··· DATA TO PROCESS

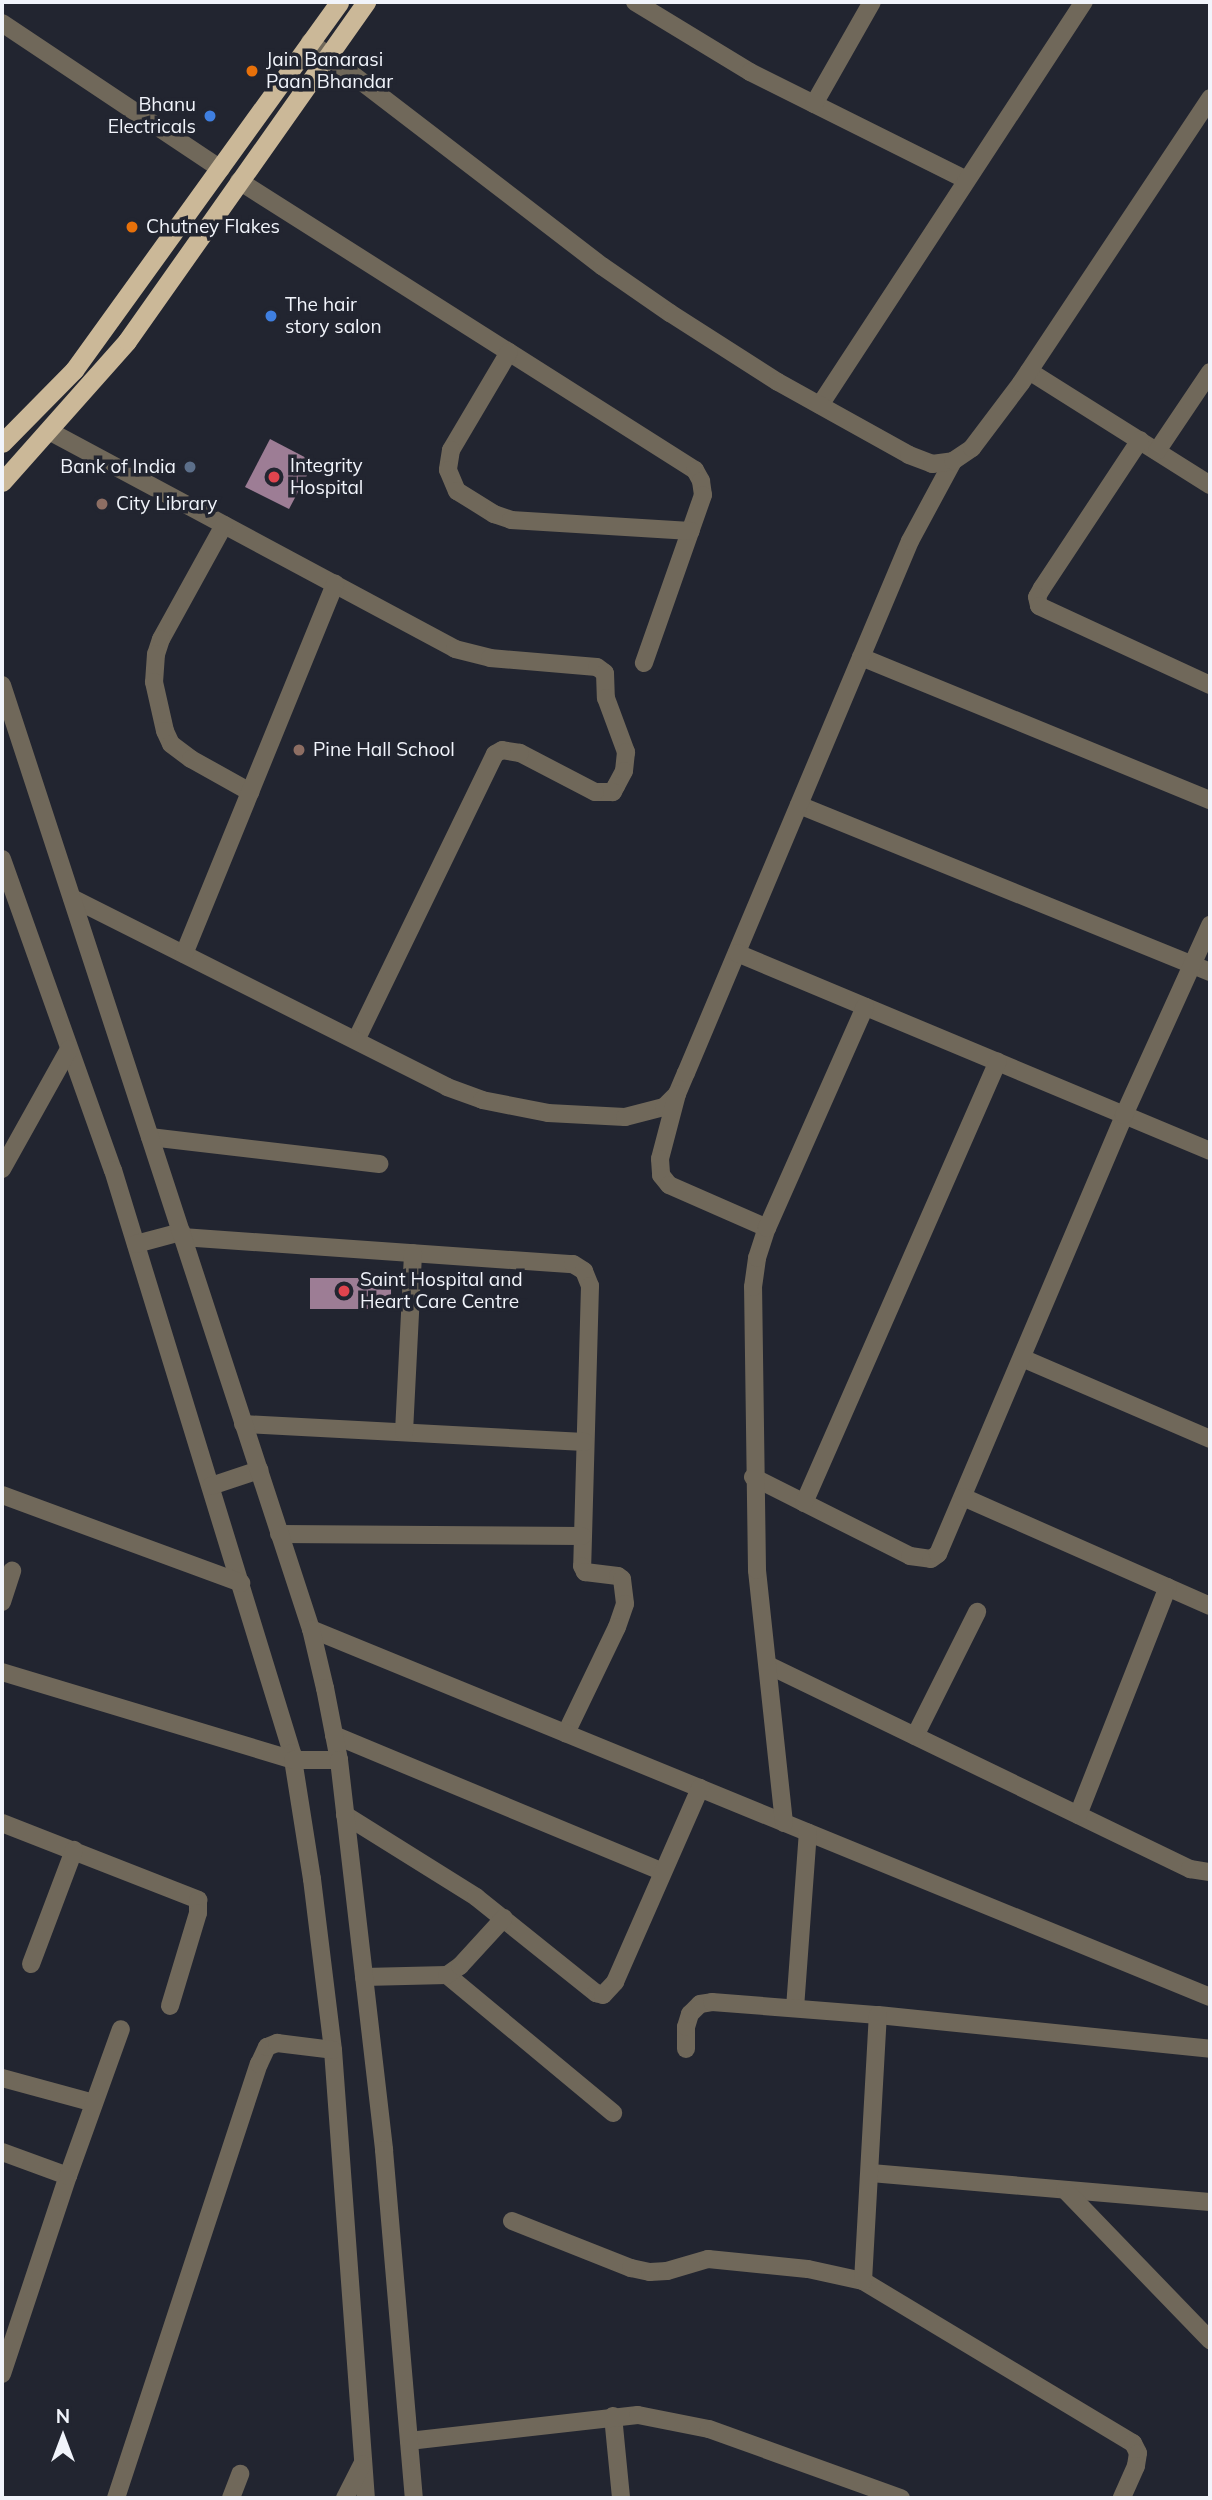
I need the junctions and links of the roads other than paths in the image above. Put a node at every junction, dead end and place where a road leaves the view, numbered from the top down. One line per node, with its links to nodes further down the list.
1 (339, 2): 8 (highway)
2 (366, 2): 9 (highway)
3 (635, 2): 6 (street)
4 (872, 2): 11 (street)
5 (1084, 2): 13 (street)
6 (653, 7): 11 (street)
7 (2, 23): 12 (street)
8 (310, 42): 9 (street); 12 (highway)
9 (326, 56): 14 (highway); 18 (street)
10 (1210, 98): 16 (street)
11 (814, 104): 13 (street)
12 (221, 169): 21 (highway)
13 (965, 179): 18 (street)
14 (239, 181): 15 (street); 19 (highway)
15 (509, 352): 27 (street); 27 (street)
16 (1029, 371): 20 (street); 23 (street)
17 (1210, 372): 22 (street)
18 (820, 405): 23 (street)
19 (49, 431): 24 (highway); 26 (street)
20 (1140, 440): 22 (street); 32 (street)
21 (2, 443)
22 (1157, 451): 25 (street)
23 (953, 461): 29 (street)
24 (2, 482)
25 (1210, 485)
26 (224, 525): 28 (street); 33 (street)
27 (691, 531): 30 (street)
28 (335, 584): 33 (street); 45 (street)
29 (861, 657): 34 (street); 35 (street)
30 (644, 663)
31 (2, 685): 38 (street)
32 (1210, 685)
33 (250, 792): 41 (street)
34 (1210, 800)
35 (799, 805): 40 (street); 42 (street)
36 (2, 859): 37 (street)
37 (7, 894): 46 (street)
38 (72, 898): 41 (street); 50 (street)
39 (1210, 925): 42 (street)
40 (737, 953): 44 (street); 48 (street)
41 (184, 954): 45 (street)
42 (1193, 965): 43 (street); 49 (street)
43 (1210, 972)
44 (865, 1007): 47 (street); 54 (street)
45 (356, 1040): 48 (street)
46 (69, 1049): 53 (street); 56 (street)
47 (998, 1062): 49 (street); 68 (street)
48 (677, 1094): 54 (street)
49 (1124, 1115): 51 (street); 58 (street)
50 (150, 1137): 52 (street); 55 (street)
51 (1210, 1151)
52 (379, 1164)
53 (2, 1169)
54 (767, 1228): 64 (street)
55 (177, 1235): 56 (street); 57 (street); 59 (street)
56 (142, 1242): 65 (street)
57 (413, 1253): 60 (street); 62 (street)
58 (1022, 1358): 61 (street); 67 (street)
59 (243, 1424): 60 (street); 63 (street)
60 (404, 1432): 62 (street)
61 (1210, 1439)
62 (585, 1441): 70 (street)
63 (252, 1473): 65 (street); 69 (street)
64 (753, 1476): 68 (street); 78 (street)
65 (216, 1484): 72 (street)
66 (2, 1495): 72 (street)
67 (963, 1497): 68 (street); 73 (street)
68 (804, 1503)
69 (279, 1534): 70 (street); 77 (street)
70 (582, 1536): 80 (street)
71 (12, 1572): 74 (street)
72 (241, 1583): 84 (street)
73 (1168, 1587): 75 (street); 87 (street)
74 (2, 1602)
75 (1210, 1606)
76 (977, 1612): 82 (street)
77 (310, 1629): 80 (street); 81 (street)
78 (768, 1665): 82 (street); 89 (street)
79 (2, 1672): 84 (street)
80 (566, 1734): 85 (street)
81 (334, 1735): 83 (street); 92 (street)
82 (915, 1737): 87 (street)
83 (332, 1759): 84 (street); 86 (street)
84 (299, 1760): 105 (street)
85 (700, 1788): 89 (street); 92 (street)
86 (345, 1815): 94 (street); 97 (street)
87 (1078, 1815): 93 (street)
88 (2, 1823): 91 (street)
89 (785, 1823): 90 (street)
90 (808, 1832): 98 (street); 100 (street)
91 (74, 1850): 95 (street); 99 (street)
92 (663, 1872): 94 (street)
93 (1210, 1872)
94 (504, 1918): 96 (street)
95 (31, 1964)
96 (447, 1975): 97 (street); 108 (street)
97 (364, 1977): 119 (street)
98 (1210, 1997)
99 (170, 2006)
100 (794, 2008): 101 (street); 103 (street)
101 (878, 2015): 104 (street); 110 (street)
102 (121, 2029): 107 (street)
103 (685, 2049)
104 (1210, 2049)
105 (332, 2050): 120 (street); 122 (street)
106 (2, 2078): 107 (street)
107 (94, 2103): 111 (street)
108 (613, 2113)
109 (2, 2152): 111 (street)
110 (871, 2173): 112 (street); 115 (street)
111 (68, 2176): 117 (street)
112 (1065, 2190): 113 (street); 116 (street)
113 (1210, 2202)
114 (512, 2221): 115 (street)
115 (863, 2281): 129 (street)
116 (1210, 2340)
117 (2, 2374)
118 (614, 2416): 119 (street); 127 (street); 128 (street)
119 (409, 2441): 126 (street)
120 (362, 2463): 124 (street); 125 (street)
121 (240, 2474): 123 (street)
122 (116, 2498)
123 (231, 2498)
124 (345, 2498)
125 (366, 2498)
126 (414, 2498)
127 (621, 2498)
128 (901, 2498)
129 (1122, 2498)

······

PROMPT
Go through the material above and repeat it exactly. Omit the pictures.

EXPECTED ANSWER
I need the junctions and links of the roads other than paths in the image above. Put a node at every junction, dead end and place where a road leaves the view, numbered from the top down. One line per node, with its links to nodes further down the list.
1 (339, 2): 8 (highway)
2 (366, 2): 9 (highway)
3 (635, 2): 6 (street)
4 (872, 2): 11 (street)
5 (1084, 2): 13 (street)
6 (653, 7): 11 (street)
7 (2, 23): 12 (street)
8 (310, 42): 9 (street); 12 (highway)
9 (326, 56): 14 (highway); 18 (street)
10 (1210, 98): 16 (street)
11 (814, 104): 13 (street)
12 (221, 169): 21 (highway)
13 (965, 179): 18 (street)
14 (239, 181): 15 (street); 19 (highway)
15 (509, 352): 27 (street); 27 (street)
16 (1029, 371): 20 (street); 23 (street)
17 (1210, 372): 22 (street)
18 (820, 405): 23 (street)
19 (49, 431): 24 (highway); 26 (street)
20 (1140, 440): 22 (street); 32 (street)
21 (2, 443)
22 (1157, 451): 25 (street)
23 (953, 461): 29 (street)
24 (2, 482)
25 (1210, 485)
26 (224, 525): 28 (street); 33 (street)
27 (691, 531): 30 (street)
28 (335, 584): 33 (street); 45 (street)
29 (861, 657): 34 (street); 35 (street)
30 (644, 663)
31 (2, 685): 38 (street)
32 (1210, 685)
33 (250, 792): 41 (street)
34 (1210, 800)
35 (799, 805): 40 (street); 42 (street)
36 (2, 859): 37 (street)
37 (7, 894): 46 (street)
38 (72, 898): 41 (street); 50 (street)
39 (1210, 925): 42 (street)
40 (737, 953): 44 (street); 48 (street)
41 (184, 954): 45 (street)
42 (1193, 965): 43 (street); 49 (street)
43 (1210, 972)
44 (865, 1007): 47 (street); 54 (street)
45 (356, 1040): 48 (street)
46 (69, 1049): 53 (street); 56 (street)
47 (998, 1062): 49 (street); 68 (street)
48 (677, 1094): 54 (street)
49 (1124, 1115): 51 (street); 58 (street)
50 (150, 1137): 52 (street); 55 (street)
51 (1210, 1151)
52 (379, 1164)
53 (2, 1169)
54 (767, 1228): 64 (street)
55 (177, 1235): 56 (street); 57 (street); 59 (street)
56 (142, 1242): 65 (street)
57 (413, 1253): 60 (street); 62 (street)
58 (1022, 1358): 61 (street); 67 (street)
59 (243, 1424): 60 (street); 63 (street)
60 (404, 1432): 62 (street)
61 (1210, 1439)
62 (585, 1441): 70 (street)
63 (252, 1473): 65 (street); 69 (street)
64 (753, 1476): 68 (street); 78 (street)
65 (216, 1484): 72 (street)
66 (2, 1495): 72 (street)
67 (963, 1497): 68 (street); 73 (street)
68 (804, 1503)
69 (279, 1534): 70 (street); 77 (street)
70 (582, 1536): 80 (street)
71 (12, 1572): 74 (street)
72 (241, 1583): 84 (street)
73 (1168, 1587): 75 (street); 87 (street)
74 (2, 1602)
75 (1210, 1606)
76 (977, 1612): 82 (street)
77 (310, 1629): 80 (street); 81 (street)
78 (768, 1665): 82 (street); 89 (street)
79 (2, 1672): 84 (street)
80 (566, 1734): 85 (street)
81 (334, 1735): 83 (street); 92 (street)
82 (915, 1737): 87 (street)
83 (332, 1759): 84 (street); 86 (street)
84 (299, 1760): 105 (street)
85 (700, 1788): 89 (street); 92 (street)
86 (345, 1815): 94 (street); 97 (street)
87 (1078, 1815): 93 (street)
88 (2, 1823): 91 (street)
89 (785, 1823): 90 (street)
90 (808, 1832): 98 (street); 100 (street)
91 (74, 1850): 95 (street); 99 (street)
92 (663, 1872): 94 (street)
93 (1210, 1872)
94 (504, 1918): 96 (street)
95 (31, 1964)
96 (447, 1975): 97 (street); 108 (street)
97 (364, 1977): 119 (street)
98 (1210, 1997)
99 (170, 2006)
100 (794, 2008): 101 (street); 103 (street)
101 (878, 2015): 104 (street); 110 (street)
102 (121, 2029): 107 (street)
103 (685, 2049)
104 (1210, 2049)
105 (332, 2050): 120 (street); 122 (street)
106 (2, 2078): 107 (street)
107 (94, 2103): 111 (street)
108 (613, 2113)
109 (2, 2152): 111 (street)
110 (871, 2173): 112 (street); 115 (street)
111 (68, 2176): 117 (street)
112 (1065, 2190): 113 (street); 116 (street)
113 (1210, 2202)
114 (512, 2221): 115 (street)
115 (863, 2281): 129 (street)
116 (1210, 2340)
117 (2, 2374)
118 (614, 2416): 119 (street); 127 (street); 128 (street)
119 (409, 2441): 126 (street)
120 (362, 2463): 124 (street); 125 (street)
121 (240, 2474): 123 (street)
122 (116, 2498)
123 (231, 2498)
124 (345, 2498)
125 (366, 2498)
126 (414, 2498)
127 (621, 2498)
128 (901, 2498)
129 (1122, 2498)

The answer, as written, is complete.